A Tour of 4: Authentication

Introducing how Selenium 4 handles authentication

Before we ship Selenium 4, I thought it would be nice to introduce some of the new features in-depth. Of course, all of the features we’re covering are in the main WebDriver documentation, so if you’re not one for reading blog posts, then feel free to dive in there!

The first thing I’d like to introduce you to is Selenium 4’s new-found ability to authenticate to websites. We’ve always been able to handle “form-based” authentication, where a login page has some INPUT elements that you need to enter the user name and password, but handling sites that use basic or digest authentication has always been harder. When using Selenium 3, the advice has been to get the login cookie and set it on your session before accessing the site, but you can now just call a register method to add a user name and password (or, in the future, other kinds of authentication credentials)
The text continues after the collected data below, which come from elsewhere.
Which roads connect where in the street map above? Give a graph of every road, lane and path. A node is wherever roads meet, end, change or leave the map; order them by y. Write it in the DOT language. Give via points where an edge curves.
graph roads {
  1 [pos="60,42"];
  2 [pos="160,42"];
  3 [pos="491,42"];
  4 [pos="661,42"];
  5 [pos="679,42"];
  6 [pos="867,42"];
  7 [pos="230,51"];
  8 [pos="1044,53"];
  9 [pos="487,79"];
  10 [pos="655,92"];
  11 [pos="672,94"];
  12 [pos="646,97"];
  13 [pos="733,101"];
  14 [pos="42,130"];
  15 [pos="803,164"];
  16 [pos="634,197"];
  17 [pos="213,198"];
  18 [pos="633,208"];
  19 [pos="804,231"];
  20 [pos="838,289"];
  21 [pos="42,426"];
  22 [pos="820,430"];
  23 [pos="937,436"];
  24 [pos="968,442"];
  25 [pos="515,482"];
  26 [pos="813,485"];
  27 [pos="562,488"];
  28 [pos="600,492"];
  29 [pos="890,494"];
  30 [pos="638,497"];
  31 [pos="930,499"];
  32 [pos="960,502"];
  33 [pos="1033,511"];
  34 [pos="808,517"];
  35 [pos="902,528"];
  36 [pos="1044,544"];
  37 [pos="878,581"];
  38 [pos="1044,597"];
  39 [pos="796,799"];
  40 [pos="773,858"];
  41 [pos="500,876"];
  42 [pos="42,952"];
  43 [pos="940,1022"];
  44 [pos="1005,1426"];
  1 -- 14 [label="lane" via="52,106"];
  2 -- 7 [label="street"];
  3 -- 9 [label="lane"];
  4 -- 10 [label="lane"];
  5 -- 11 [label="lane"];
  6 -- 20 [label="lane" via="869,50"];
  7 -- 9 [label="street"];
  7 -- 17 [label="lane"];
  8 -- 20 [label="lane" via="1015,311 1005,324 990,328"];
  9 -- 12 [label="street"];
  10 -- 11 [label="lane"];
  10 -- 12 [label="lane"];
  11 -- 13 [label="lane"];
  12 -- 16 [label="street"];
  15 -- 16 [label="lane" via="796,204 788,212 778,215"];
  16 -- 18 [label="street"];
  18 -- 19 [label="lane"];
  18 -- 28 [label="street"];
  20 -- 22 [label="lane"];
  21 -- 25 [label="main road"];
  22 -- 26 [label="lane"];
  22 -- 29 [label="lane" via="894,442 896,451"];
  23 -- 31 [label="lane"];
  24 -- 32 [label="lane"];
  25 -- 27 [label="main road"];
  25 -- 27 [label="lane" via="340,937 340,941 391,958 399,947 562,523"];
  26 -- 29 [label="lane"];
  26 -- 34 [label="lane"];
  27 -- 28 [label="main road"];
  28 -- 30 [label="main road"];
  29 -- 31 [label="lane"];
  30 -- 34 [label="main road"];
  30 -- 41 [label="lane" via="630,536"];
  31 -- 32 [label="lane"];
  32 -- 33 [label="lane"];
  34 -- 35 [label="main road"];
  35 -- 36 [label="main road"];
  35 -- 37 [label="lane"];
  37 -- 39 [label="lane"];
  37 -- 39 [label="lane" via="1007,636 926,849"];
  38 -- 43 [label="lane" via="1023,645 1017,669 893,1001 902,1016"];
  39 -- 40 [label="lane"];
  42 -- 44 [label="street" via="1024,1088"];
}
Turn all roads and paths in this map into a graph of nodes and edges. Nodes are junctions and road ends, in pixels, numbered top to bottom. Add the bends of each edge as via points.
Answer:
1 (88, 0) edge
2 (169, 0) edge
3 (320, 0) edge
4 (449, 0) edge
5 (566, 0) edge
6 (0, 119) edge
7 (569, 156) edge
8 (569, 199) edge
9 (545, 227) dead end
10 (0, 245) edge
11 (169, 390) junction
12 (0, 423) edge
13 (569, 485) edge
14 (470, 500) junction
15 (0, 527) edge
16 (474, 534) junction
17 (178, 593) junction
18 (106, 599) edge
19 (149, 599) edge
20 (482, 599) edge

In short, in Selenium 4, the process has become less complicated. Perhaps an example will help?

// This "HasAuthentication" interface is the key!
HasAuthentication authentication (HasAuthentication) driver;

// You can either register something for all sites
authentication.register(() -> new UsernameAndPassword("admin", "admin"));

// Or use something different for specific sites
authentication.register(
  uri -> uri.getHost().contains("mysite.com"),
  new UsernameAndPassword("AzureDiamond", "hunter2"));
  
driver.register(username: 'admin', password: 'admin')
  

Once you’ve done this, every time the driver loads a page that needs authentication, it will automatically use the user name and password you’ve given it.

This feature is currently implemented on top of Selenium 4’s CDP support, and so only works on those browser that support that protocol, but as we push forwards with development of WebDriver Bidi implementations will switch to that when they can.